The more complex dynamic environment that has to be avoid pedestrians and other (smaller) moving vehicles can be done by a second LIDAR system lower to the ground. An example of the components of the mobility scooter can be seen in figure 2. In this example two external lead-acid batteries rated at 12 V and 22 Ah each are connected in series, to form an auxiliary 24 V power supply. (In the example used the mobility scooter is shared between multiple users, which is something we could explore too, as this may reduce the cost of being able to ride in an autonomous mobility scooter.)

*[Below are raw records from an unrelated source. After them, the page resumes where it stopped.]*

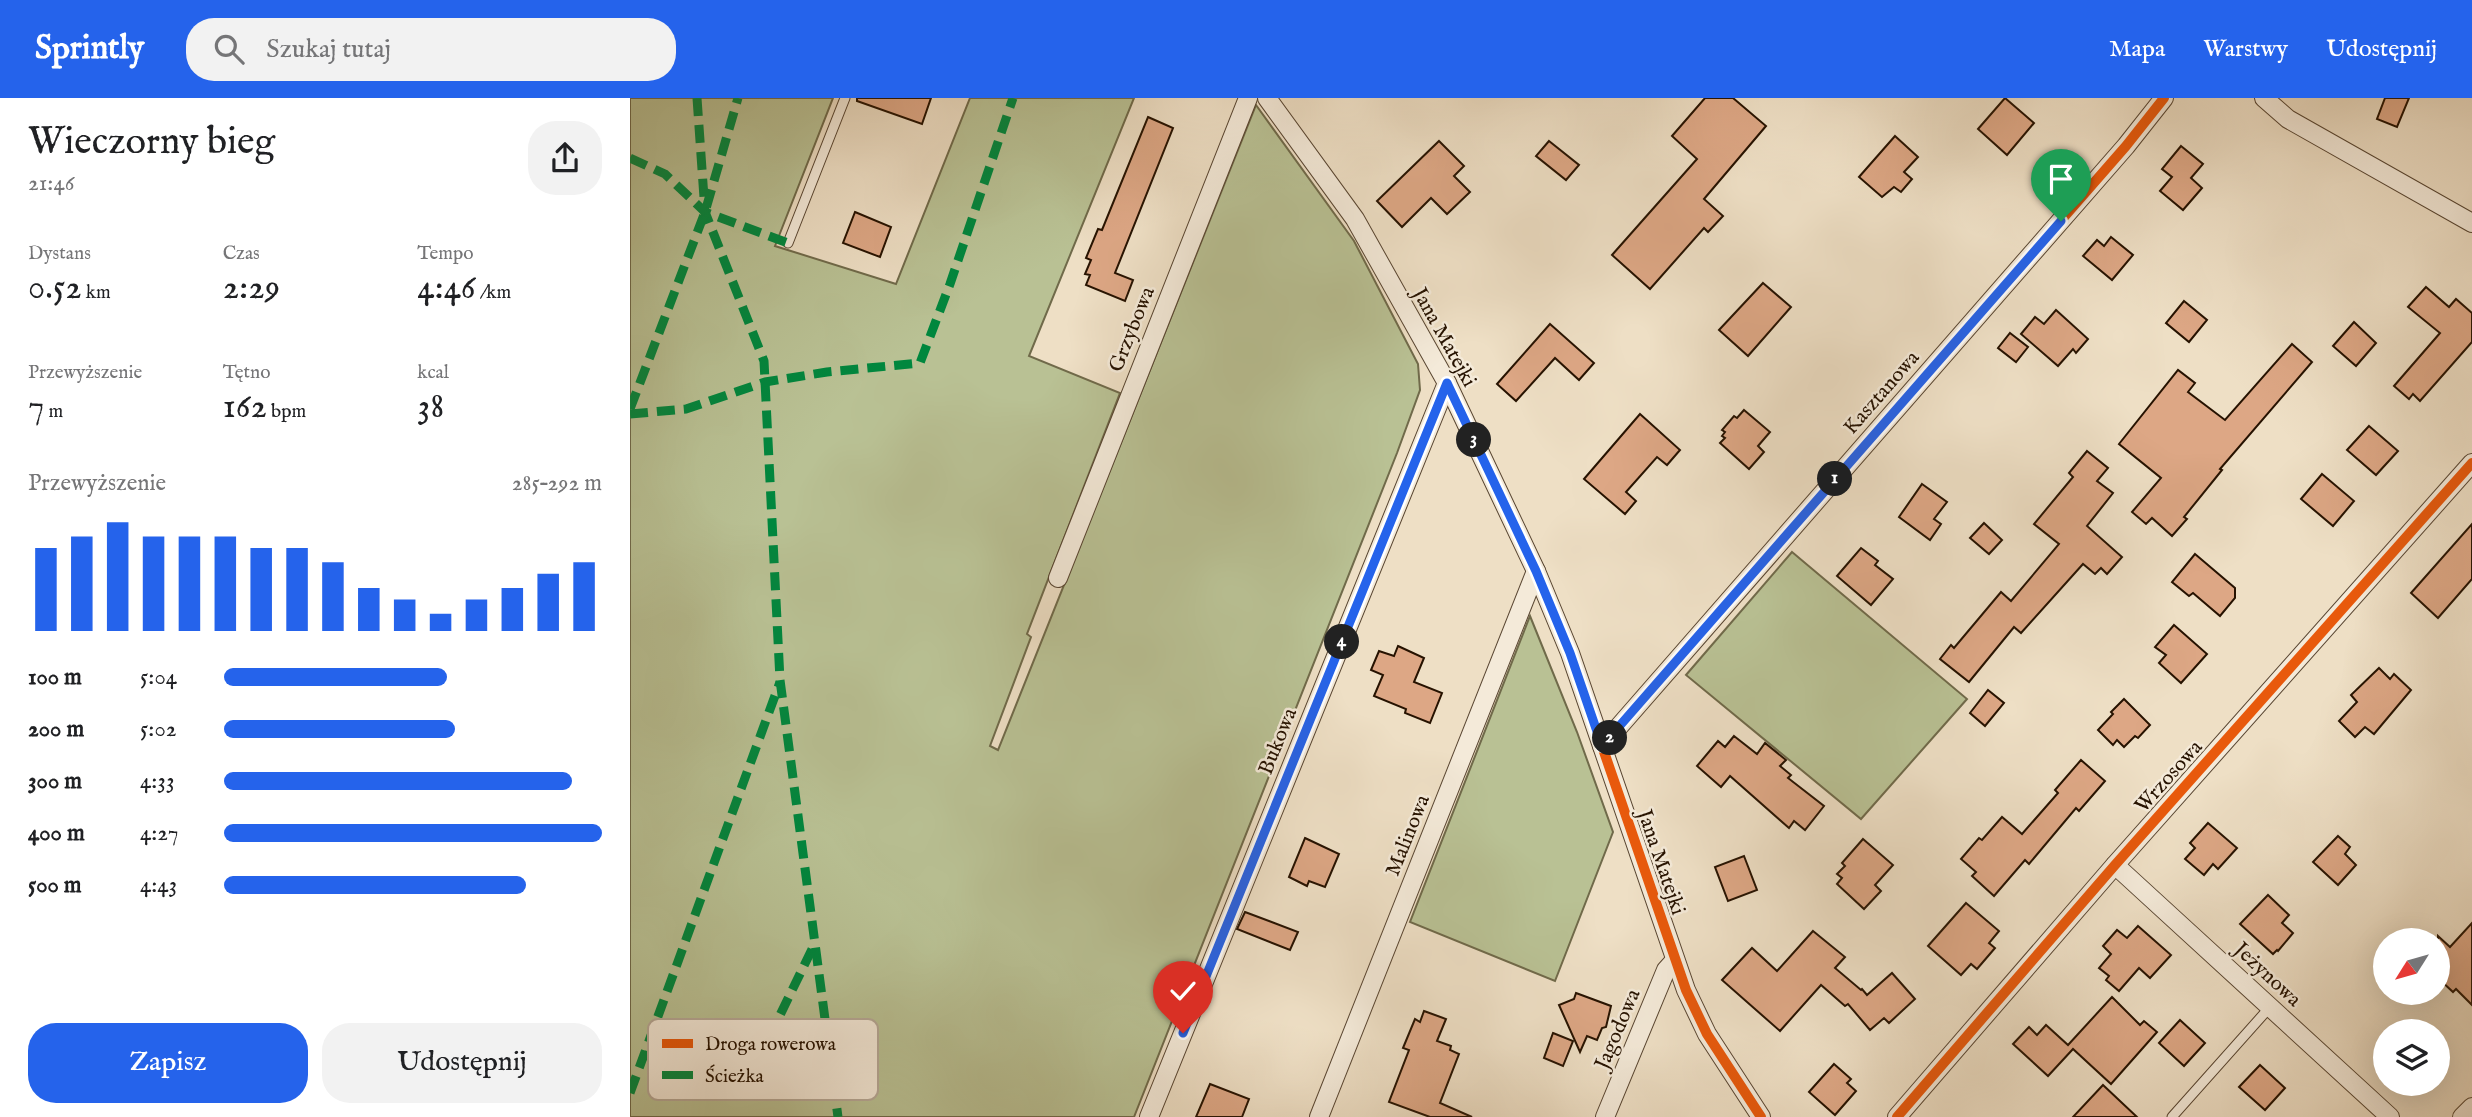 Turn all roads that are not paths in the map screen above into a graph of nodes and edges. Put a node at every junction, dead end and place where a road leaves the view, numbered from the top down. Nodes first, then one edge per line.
1 (845, 98) edge
2 (1248, 98) edge
3 (2164, 98) edge
4 (2264, 98) edge
5 (1269, 99) edge
6 (2472, 223) edge
7 (788, 243) dead end
8 (1447, 383) junction
9 (2472, 463) edge
10 (1536, 571) junction
11 (1058, 578) dead end
12 (1602, 746) junction
13 (2115, 865) junction
14 (1675, 960) junction
15 (2270, 1007) junction
16 (2472, 1107) edge
17 (1149, 1117) edge
18 (1319, 1117) edge
19 (1605, 1117) edge
20 (1761, 1117) edge
21 (1897, 1117) edge
22 (2172, 1117) edge
23 (2390, 1117) edge
24 (2462, 1117) edge

1 - 7 lane
2 - 11 street, Grzybowa
3 - 12 street, Kasztanowa
4 - 6 street
5 - 8 street, Jana Matejki
8 - 10 street, Jana Matejki
8 - 17 street, Bukowa
9 - 13 street, Wrzosowa
10 - 12 street, Jana Matejki
10 - 18 street, Malinowa
12 - 14 street, Jana Matejki
13 - 15 street, Jeżynowa
13 - 21 street, Wrzosowa
14 - 19 street, Jagodowa
14 - 20 street, Jana Matejki
15 - 22 lane
15 - 23 street, Jeżynowa
16 - 24 street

Figure 2: Hardware overview scooter. [3]

Pedestrian detection Large-Field-Of-View

Since the mobility scooter will be in crowed areas, such at malls a fast method to scan for pedestrians is important. For autonomous cars the pedestrian detection can be done with a Large-Field-Of-View (LFOV) deep network, that uses machine learning to determine the location of pedestrians in an image. [4] The LFOV method divides the image in a grid of multiple images and can scan them simultaneously for pedestrians. This method is more successful because it can detect pedestrian at a speed of 280 ms per image, compared to prior methods which took seconds.

Navigation in the dark

For driving in the dark during night time normal cameras would not work. Infrared (IR) or thermal imaging can be a solution for this problem. Since pedestrian, cars and all motorized vehicles have a heat signature. [5] In combination with a LIDAR system to detect object that don’t have a heat signature, the scooter should be able to navigate the environment.













[1] “Mapping with synthetic 2D LIDAR in 3D urban environment,” IEEE International Conference on Intelligent Robots and Systems, vol. 3, no. 2, pp. 4715–4720, 2013.

[2] Z. J. Chong, B. Qin, T. Bandyopadhyay et al., “Synthetic 2D LIDAR for precise vehicle localization in 3D urban environment,” in IEEE International Conference on Robotics and Automation (ICRA), 2013, pp. 1554–1559.

[3] Pendleton, S. D., Andersen, H., Shen, X., Eng, Y. H., Zhang, C., Kong, H. X., … Rus, D. (2016). Multi-class autonomous vehicles for mobility-on-demand service. In 2016 IEEE/SICE International Symposium on System Integration (SII). IEEE.

[4] Angelova, A., Krizhevsky, A., & Vanhoucke, V. (2015). Pedestrian detection with a Large-Field-Of-View deep network. In 2015 IEEE International Conference on Robotics and Automation (ICRA). IEEE.

[5] John, V., Mita, S., Liu, Z., & Qi, B. (2015). Pedestrian detection in thermal images using adaptive fuzzy C-means clustering and convolutional neural networks. In 2015 14th IAPR International Conference on Machine Vision Applications (MVA). IEEE.